Ho visto “J. Edgar”

Concordo con quanti hanno trovato il film noioso. Personalmente ho sbadigliato alcune volte durante la proiezione. Complessivamente resta una buona produzione che getta un fascio di luce in più su qualche pagina di storia del Novecento. Meglio però avvicinarsi al film conoscendo già qualcosa, se non su J. Edgar Hoover, almeno sull’FBI e la sua influenza sulla politica interna ed estera degli Stati Uniti. Il potentissimo e discusso direttore del bureau tra il 1924 e il 1972 è tratteggiato da un Leo Di Caprio stupefacente per la capacità di calarsi nei panni dell’ambiguo personaggio. Ambiguo mi sembra la parola giusta: tormentato e vessato da una madre ingombrante – verrebbe da dire che il vero capo dell’FBI sia stata lei – Edgar sublima nel lavoro tutte le sue frustrazioni, anche quelle, represse, della sfera sessuale. Emblematica è la scena in cui, alla morte della madre, ne indossa morbosamente i vestiti. La sua tormentata (e latente) omosessualità affiora più volte nel corso del film. Clint Eastwood la mantiene sempre sottotraccia, anche se si comprende quanto abbia influenzato la vita dell’uomo che per cinquant’anni ha tenuto a bada la criminalità e il comunismo, controllato presidenti, creato dossier e scandali ad hoc, orientato la politica degli States. Sono proprio gli aspetti psicologici di Hoover a rendere il film interessante, mentre i continui salti temporali ne appesantiscono inevitabilmente la narrazione. Di un certo interesse anche la scelta del personale e l’organizzazione del lavoro all’interno del dipartimento e l’adozione del metodo scientifico nelle investigazioni dopo il rapimento del piccolo Lindbergh.

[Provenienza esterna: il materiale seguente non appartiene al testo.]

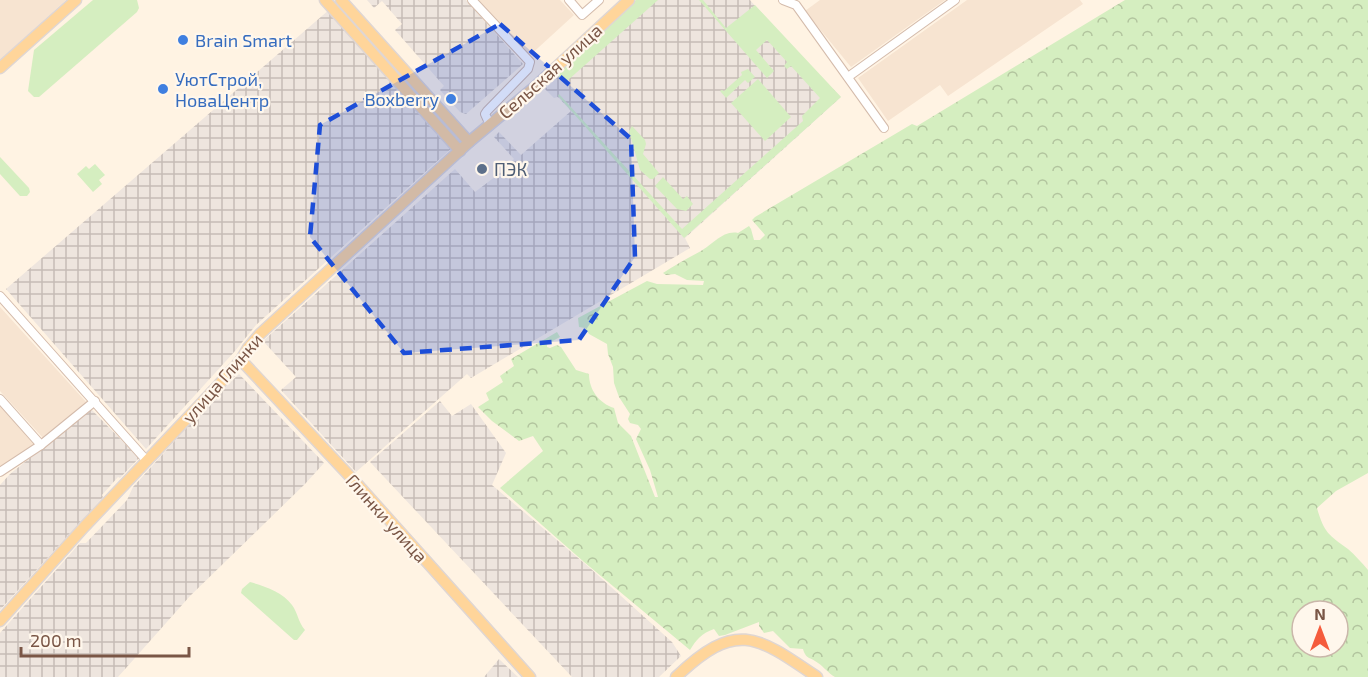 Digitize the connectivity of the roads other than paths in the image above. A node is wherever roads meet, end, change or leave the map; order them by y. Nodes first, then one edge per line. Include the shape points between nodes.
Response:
1 (76, 0) edge
2 (325, 0) edge
3 (341, 0) edge
4 (472, 0) edge
5 (569, 0) edge
6 (599, 0) edge
7 (629, 0) edge
8 (783, 0) edge
9 (955, 0) edge
10 (800, 2) edge
11 (0, 68) edge
12 (848, 77) junction
13 (490, 125) junction
14 (884, 128) dead end
15 (469, 142) junction
16 (460, 151) junction
17 (0, 296) edge
18 (241, 360) junction
19 (0, 399) edge
20 (96, 401) junction
21 (40, 445) junction
22 (147, 461) junction
23 (0, 472) edge
24 (0, 621) edge
25 (530, 677) edge
26 (676, 677) edge
27 (817, 677) edge

1 - 11 main road
2 - 16 main road
3 - 15 main road
4 - 13 street via 530,62 528,69 485,114
5 - 6 street via 582,15
7 - 13 main road, Сельская улица
8 - 10 street
9 - 12 street
10 - 12 street
12 - 14 street
13 - 15 main road, Сельская улица
15 - 16 main road, улица Глинки
16 - 18 main road, улица Глинки via 260,334
17 - 20 street
18 - 22 main road, улица Глинки
18 - 25 main road, Глинки улица
19 - 21 street
20 - 21 street
20 - 22 street
21 - 23 street
22 - 24 main road, улица Глинки
26 - 27 main road via 702,654 721,644 745,639 767,644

Elogiato Di Caprio per l’interpretazione e per la capacità di invecchiare progressivamente nel film (molto più credibile il suo trucco rispetto a quelli di Naomi Watts/Helen e Armie Hammer/Clyde che con l’invecchiamento diventano due mascheroni), resta da evidenziare la bravura della pluri-nominata Judi Dench nei panni della madre di Edgar. Quanto al buon Clint, oserei di dire che J. Edgar è un gradino sotto altri titoli da lui diretti.